Stored items

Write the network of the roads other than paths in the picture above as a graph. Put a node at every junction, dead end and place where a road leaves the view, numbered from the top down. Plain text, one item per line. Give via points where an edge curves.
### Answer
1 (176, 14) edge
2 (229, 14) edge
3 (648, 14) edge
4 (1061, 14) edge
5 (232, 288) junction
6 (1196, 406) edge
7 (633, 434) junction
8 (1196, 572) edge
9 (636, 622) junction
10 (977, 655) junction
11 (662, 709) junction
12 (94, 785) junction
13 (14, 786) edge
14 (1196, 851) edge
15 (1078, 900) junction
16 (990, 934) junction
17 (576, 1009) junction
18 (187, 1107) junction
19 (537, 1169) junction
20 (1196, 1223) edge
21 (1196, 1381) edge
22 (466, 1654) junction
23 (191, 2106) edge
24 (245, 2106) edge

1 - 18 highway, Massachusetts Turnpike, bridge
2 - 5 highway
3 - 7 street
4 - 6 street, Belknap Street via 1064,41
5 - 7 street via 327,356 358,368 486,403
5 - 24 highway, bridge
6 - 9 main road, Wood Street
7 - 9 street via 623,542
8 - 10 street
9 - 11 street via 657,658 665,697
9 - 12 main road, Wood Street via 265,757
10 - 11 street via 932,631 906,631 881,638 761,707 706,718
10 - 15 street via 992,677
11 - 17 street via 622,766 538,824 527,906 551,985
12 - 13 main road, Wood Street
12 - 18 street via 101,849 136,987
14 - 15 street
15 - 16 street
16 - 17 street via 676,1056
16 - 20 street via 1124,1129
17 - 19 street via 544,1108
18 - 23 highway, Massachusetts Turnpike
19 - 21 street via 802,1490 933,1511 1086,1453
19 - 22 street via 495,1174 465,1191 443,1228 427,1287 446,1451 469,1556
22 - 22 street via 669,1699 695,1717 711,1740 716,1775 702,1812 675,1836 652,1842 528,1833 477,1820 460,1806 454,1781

▶ Work task
Report each line in the data that holds the word "Turnpike".

▶ Completed exercise
1 - 18 highway, Massachusetts Turnpike, bridge
18 - 23 highway, Massachusetts Turnpike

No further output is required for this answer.